Em São Paulo, onde veio conversar com o público da Comic.com, o diretor Steve Martino contou que o projeto nasceu do filho (Craig) e o neto (Bryan) de Charles. “Eles criaram a história com os personagens e me ofereceram a direção. Não pude resistir porque Charlie Brown, Snoopy e Woodstock fizeram parte da minha infância. Quando garoto nem sabia ler mas já esperava pela chegada do jornal de domingo. Meu pai me sentava em seu joelho e ficávamos repassando as tiras, que ele lia para mim. A tradição familiar não se perdeu, porque hoje minha filha adora se fantasiar de Lucy”, contou Martino.

Seu ideal, ele confessou, seria introduzir Charlie Brown e a turma a uma geração que não conhecesse os Peanuts, mas, como isso é difícil, dada a popularidade dos personagens, Martino só queria não destruir o legado de Charles M. Schulz. Na entrevista acima, Marcelo De Moura, que possui um estúdio especializado em (re)produzir os Peanuts para o mundo - Lightstar -,destaca a que lhe parece a característica mais marcante da criação de Schultz.
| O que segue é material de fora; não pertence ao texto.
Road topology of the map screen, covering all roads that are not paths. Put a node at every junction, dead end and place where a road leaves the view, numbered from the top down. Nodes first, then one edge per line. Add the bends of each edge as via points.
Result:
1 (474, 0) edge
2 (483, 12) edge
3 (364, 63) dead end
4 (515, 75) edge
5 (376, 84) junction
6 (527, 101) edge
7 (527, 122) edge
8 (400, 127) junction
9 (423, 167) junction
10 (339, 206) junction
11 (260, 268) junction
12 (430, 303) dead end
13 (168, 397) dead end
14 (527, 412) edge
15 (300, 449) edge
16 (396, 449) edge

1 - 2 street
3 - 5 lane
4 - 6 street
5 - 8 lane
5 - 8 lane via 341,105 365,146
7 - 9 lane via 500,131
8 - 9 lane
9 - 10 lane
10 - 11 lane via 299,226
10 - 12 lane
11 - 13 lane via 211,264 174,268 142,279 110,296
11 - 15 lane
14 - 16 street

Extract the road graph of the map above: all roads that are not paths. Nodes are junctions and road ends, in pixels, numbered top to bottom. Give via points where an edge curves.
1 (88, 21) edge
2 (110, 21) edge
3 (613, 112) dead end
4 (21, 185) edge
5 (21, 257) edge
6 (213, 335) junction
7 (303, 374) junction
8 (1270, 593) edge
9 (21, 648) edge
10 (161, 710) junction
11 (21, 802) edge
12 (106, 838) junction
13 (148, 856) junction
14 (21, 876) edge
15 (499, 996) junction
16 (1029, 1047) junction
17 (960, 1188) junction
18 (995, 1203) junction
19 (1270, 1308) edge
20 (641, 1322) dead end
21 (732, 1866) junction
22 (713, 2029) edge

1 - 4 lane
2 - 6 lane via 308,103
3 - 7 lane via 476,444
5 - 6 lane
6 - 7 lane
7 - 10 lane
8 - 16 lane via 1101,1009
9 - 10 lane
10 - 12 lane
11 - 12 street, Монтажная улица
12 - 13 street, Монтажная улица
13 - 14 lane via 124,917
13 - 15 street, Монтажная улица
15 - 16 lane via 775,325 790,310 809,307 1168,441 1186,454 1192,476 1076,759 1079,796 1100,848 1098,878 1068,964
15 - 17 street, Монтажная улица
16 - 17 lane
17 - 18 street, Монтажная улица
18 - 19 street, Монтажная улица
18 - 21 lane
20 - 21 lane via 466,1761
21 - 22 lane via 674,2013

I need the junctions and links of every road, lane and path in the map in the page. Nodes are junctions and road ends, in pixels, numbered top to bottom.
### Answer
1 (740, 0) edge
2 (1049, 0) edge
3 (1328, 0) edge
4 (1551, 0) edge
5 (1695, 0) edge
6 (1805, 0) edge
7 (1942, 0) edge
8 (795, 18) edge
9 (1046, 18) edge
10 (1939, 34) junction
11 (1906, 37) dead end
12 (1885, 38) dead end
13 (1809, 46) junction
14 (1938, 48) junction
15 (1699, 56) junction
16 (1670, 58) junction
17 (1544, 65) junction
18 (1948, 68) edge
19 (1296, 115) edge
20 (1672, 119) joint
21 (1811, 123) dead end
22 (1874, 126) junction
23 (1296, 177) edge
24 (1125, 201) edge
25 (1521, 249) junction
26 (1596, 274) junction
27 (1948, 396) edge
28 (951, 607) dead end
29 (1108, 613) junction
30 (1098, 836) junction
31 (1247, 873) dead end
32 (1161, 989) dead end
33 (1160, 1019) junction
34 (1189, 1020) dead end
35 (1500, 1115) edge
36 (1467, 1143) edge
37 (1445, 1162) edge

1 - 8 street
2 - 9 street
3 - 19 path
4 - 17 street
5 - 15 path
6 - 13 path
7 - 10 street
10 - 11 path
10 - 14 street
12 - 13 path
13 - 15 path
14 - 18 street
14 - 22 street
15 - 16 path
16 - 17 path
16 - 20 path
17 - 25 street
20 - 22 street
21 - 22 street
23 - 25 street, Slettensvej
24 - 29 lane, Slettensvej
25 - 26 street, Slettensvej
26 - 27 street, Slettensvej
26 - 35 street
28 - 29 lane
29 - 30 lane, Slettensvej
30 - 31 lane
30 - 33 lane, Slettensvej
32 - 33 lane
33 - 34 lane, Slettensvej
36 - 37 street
Seus personagens mantêm uma consistência psicológica muito grande. Charlie Brown permanece como um emblema de insegurança e tentativa de superação, e Snoopy é o ombro amigo e o parceiro que o ajuda em todas as tentativas. O tempo passa e cada geração pode se identificar com essas figuras, porque são universais.

No filme que acaba de estrear, Charlie Brown quer chamar a atenção da nova colega de escola, mas é tímido. Enquanto isso, Snoopy se envolve numa aventura aérea e as duas tramas se interligam. Baseado numa criação original plana, Steve Martino, que dirigiu A Era do Gelo 4, traz esses personagens para o mundo do 3D. “O traço de Schulz era tão característico que não podíamos correr o risco de adulterá-lo. O 3D virou exigência do mercado, mas criamos um 3D com cara de 2D. A ideia era modernizar sem trair”, disse o diretor. Martino sempre foi fã das animações de Bill Melendez com os Peanuts nos anos 1960 e 70, mas faz a ressalva - “As cores dele eram mais suaves que as de Charles, que eram muito vivas e saltavam das tiras. Voltei ao colorido original.” O melhor de tudo foi que, em suas pesquisas, o diretor descobriu gravações de Bill Melendez, fornecendo a voz a Snoopy e Woodstock. Utilizou-as no filme. O resultado não está totalmente à altura de Melendez & Schulz, mas tem seu encanto.